Question: At my hospital-affiliated family practice clinic the physicians often take care of antepartum care and labor management for high-risk ob patients, but an ob/gyn delivers the baby. We are not clear what we can bill for, versus what the ob/gyn will bill for. For instance, my physician performed prenatal care (which Ive already billed), labor management, IUPC, Fse, and pitocin augmentation. The patient presented to labor and delivery with ruptured membranes.

New Hampshire Subscriber

Answer: First, bill 658.1 (premature rupture of membranes) for the ruptured membranes diagnosis. Second, you can bill the hospital admission code (99221-99223) and any subsequent hospital care if she delivers the next day. The other services are not separately billable because they are considered part of labor management by the physician managing the labor. That rule applies whether that service is eventually billed as a global service, the delivery-only codes (59409, 59514), or as an E/M service by the non-delivering physician.

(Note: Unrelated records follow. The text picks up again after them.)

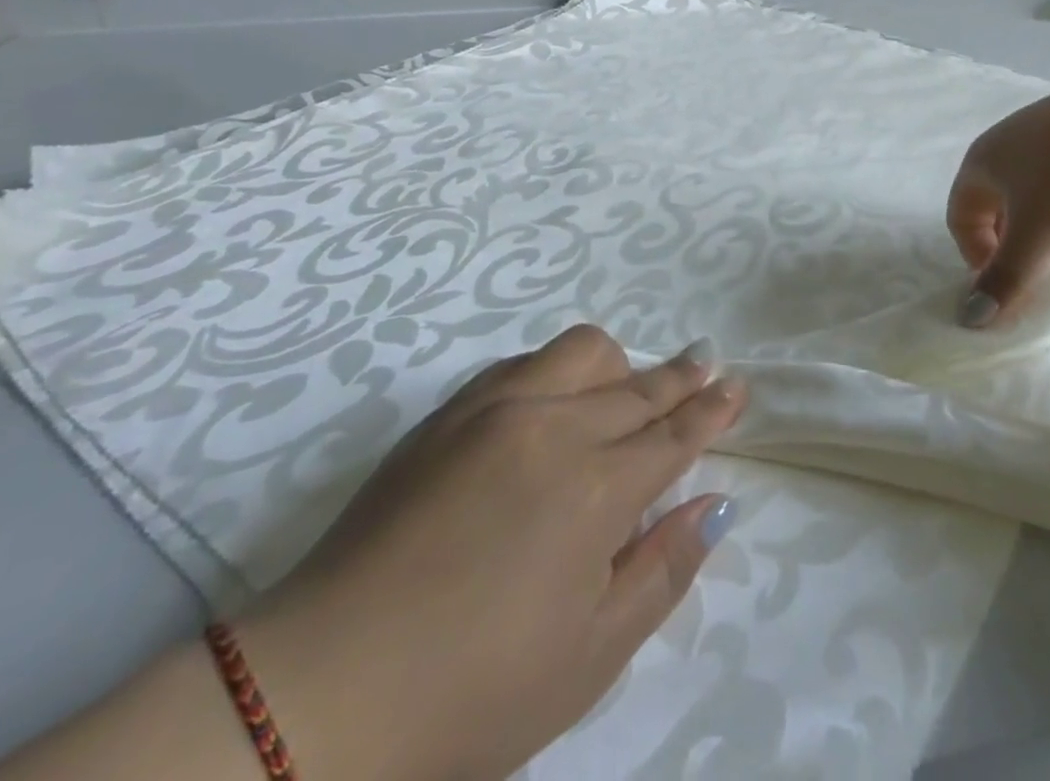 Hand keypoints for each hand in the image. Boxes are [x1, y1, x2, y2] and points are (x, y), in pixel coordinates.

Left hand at [238, 326, 746, 780]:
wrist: (314, 696)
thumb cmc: (469, 697)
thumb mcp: (589, 656)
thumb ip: (664, 569)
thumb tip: (716, 504)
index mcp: (596, 488)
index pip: (674, 432)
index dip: (711, 409)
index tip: (735, 387)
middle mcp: (554, 427)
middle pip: (638, 385)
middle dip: (680, 377)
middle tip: (706, 367)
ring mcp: (496, 410)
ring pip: (582, 352)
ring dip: (619, 366)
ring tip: (625, 394)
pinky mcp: (449, 415)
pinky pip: (524, 363)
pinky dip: (558, 372)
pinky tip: (554, 403)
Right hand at [947, 66, 1049, 326]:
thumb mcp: (1038, 233)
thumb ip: (1005, 278)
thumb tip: (969, 319)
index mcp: (980, 160)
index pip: (959, 217)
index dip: (976, 256)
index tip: (1010, 282)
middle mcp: (1003, 140)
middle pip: (991, 202)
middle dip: (1008, 241)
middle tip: (1037, 266)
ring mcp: (1041, 128)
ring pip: (1025, 188)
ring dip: (1036, 221)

But to bill the E/M services, you need to see what the physician documented in the hospital record and remember that E/M services in the hospital that are prolonged may also lead to coding the prolonged physician services codes if time has been documented in the record.

So your family practitioner will bill for inpatient hospital services preceding delivery using the inpatient hospital codes, 99221-99233. The ob/gyn who did the cesarean bills only for delivery and follow-up on an inpatient basis, assuming that your doctor, and not the ob/gyn, provides outpatient postpartum care.